Dutch Hollow Lake has a higher water quality grade (A, Excellent) than Lake Tomah (F, Very Poor). Both are in Wisconsin.
Dutch Hollow Lake and Lake Tomah are both in Wisconsin — a same-state head-to-head where the comparison comes down to lake-specific differences in depth, watershed, and monitoring history rather than the broader state-level water-quality regime. Dutch Hollow Lake (A) is materially cleaner than Lake Tomah (F). A gap that wide is unlikely to close in a single year of remediation work; it reflects multi-decade differences in the lakes themselves.
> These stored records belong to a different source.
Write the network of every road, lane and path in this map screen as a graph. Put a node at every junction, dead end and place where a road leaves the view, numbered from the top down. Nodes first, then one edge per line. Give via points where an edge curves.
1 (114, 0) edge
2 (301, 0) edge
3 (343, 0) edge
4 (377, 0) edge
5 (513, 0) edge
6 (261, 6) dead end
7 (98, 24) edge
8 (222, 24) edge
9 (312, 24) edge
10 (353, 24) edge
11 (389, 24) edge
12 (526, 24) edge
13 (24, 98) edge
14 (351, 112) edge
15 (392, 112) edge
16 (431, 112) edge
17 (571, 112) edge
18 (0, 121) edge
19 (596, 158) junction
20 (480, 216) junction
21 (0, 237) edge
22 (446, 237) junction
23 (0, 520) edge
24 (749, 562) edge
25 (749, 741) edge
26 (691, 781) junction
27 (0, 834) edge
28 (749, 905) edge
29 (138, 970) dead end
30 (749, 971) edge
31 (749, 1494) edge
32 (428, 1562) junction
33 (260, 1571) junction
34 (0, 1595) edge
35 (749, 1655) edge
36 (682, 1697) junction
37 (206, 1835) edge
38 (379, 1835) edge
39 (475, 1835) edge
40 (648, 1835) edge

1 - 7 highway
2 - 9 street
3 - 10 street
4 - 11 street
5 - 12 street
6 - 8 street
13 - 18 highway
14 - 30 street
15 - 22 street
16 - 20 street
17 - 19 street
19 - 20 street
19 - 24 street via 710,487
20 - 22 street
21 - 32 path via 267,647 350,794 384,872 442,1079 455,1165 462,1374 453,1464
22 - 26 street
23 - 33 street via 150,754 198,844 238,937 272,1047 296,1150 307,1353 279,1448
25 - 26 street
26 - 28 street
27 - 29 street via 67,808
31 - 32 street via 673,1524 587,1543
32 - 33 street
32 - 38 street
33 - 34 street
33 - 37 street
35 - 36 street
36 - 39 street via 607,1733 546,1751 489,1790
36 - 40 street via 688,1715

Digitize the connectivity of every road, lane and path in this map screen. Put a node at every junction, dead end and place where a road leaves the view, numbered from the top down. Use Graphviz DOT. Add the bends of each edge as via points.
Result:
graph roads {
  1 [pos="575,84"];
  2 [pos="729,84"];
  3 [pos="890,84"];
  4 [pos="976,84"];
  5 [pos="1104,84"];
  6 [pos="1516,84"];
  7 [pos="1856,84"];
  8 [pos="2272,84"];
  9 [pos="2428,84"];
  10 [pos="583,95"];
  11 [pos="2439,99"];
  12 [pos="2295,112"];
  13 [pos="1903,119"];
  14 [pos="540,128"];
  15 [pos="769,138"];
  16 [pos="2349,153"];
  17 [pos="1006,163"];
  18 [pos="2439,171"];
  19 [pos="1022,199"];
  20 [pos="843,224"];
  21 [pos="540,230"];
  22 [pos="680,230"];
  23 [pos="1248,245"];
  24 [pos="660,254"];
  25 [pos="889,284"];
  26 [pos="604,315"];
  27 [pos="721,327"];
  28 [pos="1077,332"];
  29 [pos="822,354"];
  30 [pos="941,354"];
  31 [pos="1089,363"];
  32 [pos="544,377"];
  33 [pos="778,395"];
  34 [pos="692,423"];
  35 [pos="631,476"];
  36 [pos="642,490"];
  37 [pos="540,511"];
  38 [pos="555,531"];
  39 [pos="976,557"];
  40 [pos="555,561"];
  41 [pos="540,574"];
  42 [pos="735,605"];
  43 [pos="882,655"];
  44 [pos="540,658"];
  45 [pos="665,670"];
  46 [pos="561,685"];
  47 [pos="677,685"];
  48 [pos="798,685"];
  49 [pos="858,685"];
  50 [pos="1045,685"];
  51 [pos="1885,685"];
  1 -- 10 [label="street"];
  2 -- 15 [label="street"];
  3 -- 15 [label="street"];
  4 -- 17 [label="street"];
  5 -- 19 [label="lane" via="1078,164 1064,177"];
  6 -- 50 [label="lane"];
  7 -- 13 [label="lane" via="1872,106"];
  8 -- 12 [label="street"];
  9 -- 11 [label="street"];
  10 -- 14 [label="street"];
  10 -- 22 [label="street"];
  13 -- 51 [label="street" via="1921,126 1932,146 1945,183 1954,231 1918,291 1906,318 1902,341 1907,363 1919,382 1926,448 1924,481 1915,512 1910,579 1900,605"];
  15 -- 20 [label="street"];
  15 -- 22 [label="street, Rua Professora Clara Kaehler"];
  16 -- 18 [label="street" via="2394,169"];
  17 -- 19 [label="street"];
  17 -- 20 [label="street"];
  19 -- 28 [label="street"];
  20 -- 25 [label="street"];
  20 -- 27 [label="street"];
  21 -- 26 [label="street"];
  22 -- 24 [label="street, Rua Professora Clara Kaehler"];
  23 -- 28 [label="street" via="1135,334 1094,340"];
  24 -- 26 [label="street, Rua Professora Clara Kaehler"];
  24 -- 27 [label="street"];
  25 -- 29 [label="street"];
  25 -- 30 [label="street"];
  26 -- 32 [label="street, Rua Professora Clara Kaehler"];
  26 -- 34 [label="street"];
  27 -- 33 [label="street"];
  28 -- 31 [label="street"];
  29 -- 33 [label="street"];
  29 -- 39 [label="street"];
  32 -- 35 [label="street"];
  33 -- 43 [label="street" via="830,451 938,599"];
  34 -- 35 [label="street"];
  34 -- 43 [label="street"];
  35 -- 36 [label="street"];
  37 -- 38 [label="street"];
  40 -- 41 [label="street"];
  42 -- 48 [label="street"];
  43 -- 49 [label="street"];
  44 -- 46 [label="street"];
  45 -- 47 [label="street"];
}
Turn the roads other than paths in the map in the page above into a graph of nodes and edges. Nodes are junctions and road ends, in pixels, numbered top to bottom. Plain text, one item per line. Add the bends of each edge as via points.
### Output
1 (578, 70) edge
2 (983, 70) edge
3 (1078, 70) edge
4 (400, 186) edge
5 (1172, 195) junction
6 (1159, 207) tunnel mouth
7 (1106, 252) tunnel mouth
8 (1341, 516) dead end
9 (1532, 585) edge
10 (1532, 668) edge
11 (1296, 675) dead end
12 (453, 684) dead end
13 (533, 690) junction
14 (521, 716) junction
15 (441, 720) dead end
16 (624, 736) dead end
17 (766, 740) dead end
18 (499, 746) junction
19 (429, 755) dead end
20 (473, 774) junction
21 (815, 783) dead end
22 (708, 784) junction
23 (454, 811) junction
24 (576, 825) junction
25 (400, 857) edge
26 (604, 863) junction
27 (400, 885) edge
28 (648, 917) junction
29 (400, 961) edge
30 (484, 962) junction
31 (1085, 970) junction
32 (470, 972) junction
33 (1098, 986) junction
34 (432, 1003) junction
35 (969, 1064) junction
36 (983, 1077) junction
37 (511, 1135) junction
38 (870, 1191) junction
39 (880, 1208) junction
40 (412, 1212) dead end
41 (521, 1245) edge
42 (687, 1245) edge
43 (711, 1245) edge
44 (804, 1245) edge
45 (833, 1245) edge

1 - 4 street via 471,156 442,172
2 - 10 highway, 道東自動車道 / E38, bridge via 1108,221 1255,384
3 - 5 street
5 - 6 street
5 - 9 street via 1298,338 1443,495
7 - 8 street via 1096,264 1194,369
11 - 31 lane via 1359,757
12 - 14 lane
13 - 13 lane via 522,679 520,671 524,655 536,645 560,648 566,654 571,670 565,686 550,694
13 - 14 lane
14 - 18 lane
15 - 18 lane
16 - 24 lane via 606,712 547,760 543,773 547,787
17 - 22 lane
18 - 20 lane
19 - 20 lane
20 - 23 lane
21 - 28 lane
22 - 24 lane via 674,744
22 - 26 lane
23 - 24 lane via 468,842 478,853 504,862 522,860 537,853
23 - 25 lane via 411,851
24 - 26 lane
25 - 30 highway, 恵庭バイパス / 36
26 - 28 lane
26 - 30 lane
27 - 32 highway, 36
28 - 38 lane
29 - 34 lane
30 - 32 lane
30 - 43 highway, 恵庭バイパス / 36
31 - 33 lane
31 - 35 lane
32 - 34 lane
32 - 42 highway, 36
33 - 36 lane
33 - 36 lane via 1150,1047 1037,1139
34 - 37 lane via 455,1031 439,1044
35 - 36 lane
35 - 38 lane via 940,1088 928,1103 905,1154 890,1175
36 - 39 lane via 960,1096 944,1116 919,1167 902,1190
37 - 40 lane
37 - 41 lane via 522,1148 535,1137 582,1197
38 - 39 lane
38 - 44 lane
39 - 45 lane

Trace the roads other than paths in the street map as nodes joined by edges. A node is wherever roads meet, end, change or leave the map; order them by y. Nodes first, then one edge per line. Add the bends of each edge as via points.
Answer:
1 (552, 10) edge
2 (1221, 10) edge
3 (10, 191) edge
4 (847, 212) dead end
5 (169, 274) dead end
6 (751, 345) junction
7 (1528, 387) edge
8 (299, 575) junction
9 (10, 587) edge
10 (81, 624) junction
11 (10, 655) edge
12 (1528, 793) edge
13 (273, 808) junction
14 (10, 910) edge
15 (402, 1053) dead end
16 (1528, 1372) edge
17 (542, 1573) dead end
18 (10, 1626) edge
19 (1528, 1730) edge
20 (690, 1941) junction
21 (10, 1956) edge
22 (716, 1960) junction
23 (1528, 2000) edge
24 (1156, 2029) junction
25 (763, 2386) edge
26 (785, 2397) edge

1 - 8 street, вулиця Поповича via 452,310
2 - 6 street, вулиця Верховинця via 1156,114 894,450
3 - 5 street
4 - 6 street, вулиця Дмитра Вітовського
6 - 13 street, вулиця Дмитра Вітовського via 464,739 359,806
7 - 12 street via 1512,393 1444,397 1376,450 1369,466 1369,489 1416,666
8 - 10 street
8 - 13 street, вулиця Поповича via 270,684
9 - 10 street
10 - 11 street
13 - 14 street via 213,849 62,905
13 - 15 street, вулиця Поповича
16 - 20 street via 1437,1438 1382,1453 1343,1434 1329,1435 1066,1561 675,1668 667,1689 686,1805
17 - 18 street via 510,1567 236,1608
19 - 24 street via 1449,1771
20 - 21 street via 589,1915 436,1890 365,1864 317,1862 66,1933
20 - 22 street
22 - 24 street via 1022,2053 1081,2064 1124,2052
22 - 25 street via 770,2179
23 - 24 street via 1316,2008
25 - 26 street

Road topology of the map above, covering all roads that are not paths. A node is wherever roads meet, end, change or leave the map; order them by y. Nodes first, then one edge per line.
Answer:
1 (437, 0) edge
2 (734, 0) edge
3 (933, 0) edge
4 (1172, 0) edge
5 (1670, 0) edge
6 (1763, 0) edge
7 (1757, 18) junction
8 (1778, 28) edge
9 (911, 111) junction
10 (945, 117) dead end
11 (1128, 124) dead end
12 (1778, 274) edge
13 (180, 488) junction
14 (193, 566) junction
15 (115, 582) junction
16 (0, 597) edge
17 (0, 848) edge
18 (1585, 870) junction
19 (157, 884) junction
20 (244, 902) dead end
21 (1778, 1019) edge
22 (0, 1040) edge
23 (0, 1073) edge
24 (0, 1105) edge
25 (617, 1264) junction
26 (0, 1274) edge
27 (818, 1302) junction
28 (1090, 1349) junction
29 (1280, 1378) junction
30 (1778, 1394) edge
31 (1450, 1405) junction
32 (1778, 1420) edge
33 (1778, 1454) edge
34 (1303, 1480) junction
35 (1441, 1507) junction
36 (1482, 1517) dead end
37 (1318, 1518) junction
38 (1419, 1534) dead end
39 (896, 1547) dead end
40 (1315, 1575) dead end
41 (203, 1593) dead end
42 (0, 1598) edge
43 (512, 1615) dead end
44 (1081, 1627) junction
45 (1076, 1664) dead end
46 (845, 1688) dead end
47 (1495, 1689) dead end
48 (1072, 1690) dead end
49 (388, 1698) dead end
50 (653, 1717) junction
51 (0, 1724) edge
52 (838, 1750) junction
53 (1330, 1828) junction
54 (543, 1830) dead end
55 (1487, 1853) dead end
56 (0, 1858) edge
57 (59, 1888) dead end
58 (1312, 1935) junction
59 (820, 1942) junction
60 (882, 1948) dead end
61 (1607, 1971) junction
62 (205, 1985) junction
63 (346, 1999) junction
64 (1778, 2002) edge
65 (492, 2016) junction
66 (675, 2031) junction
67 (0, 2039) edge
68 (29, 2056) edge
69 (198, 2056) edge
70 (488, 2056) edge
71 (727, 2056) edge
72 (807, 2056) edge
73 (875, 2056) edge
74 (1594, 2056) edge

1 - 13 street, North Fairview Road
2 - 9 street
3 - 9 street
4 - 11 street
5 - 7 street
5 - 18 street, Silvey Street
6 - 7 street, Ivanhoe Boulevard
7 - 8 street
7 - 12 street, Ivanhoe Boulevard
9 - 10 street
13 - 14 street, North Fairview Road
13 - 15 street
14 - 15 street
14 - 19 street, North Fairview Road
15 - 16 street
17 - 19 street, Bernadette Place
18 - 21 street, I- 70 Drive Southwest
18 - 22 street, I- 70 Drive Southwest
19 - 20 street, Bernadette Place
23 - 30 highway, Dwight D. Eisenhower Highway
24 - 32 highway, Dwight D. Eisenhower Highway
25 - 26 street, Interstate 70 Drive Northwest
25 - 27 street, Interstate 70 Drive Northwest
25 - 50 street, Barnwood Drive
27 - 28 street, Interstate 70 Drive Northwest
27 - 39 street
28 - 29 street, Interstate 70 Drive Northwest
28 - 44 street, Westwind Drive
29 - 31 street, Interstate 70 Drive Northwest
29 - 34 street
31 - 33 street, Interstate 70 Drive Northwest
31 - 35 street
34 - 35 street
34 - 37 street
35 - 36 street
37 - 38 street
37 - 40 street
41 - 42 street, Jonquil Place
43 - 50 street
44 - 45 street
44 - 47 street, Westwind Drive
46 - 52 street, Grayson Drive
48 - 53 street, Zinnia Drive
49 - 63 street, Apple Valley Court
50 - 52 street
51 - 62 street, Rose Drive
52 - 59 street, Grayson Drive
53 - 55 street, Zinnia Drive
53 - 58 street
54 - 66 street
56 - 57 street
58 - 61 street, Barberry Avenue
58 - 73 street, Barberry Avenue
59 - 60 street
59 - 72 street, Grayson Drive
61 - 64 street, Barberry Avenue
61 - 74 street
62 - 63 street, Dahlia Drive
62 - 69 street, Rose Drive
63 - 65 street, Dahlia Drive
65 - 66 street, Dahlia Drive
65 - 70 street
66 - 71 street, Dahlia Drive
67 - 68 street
For a recreational visitor, the wider grade gap is decisive — Dutch Hollow Lake is the better water-quality choice. For a researcher, the gap is the interesting part: what is different about the two watersheds, and which of those differences is mutable?
Dutch Hollow Lake
Crystal clear, you can see 15 ft down.
Lake Tomah
No clarity data.
Side-by-Side Metrics
| Metric | Dutch Hollow Lake | Lake Tomah |
|---|---|---|
| Overall Grade | A (Excellent) | F (Very Poor) |
| Water Clarity | 15 ft | No data |
| Phosphorus | 13.1 µg/L | 140 µg/L |
| Chlorophyll-a (Algae) | No data | No data |
| Maximum Depth | - | - |
| Surface Area | 125 acres | 225 acres |
| Public Access | Unknown | Unknown |
| Fish Species | 0 | 0 |
| Trophic State | oligotrophic | hypereutrophic |
Bold value = better for that metric (lower phosphorus / chlorophyll = cleaner; higher Secchi / depth / species count = better).
Verdict
Dutch Hollow Lake wins on overall water quality with a Grade A versus Lake Tomah's Grade F. For fishing diversity, Dutch Hollow Lake also leads with 0 species.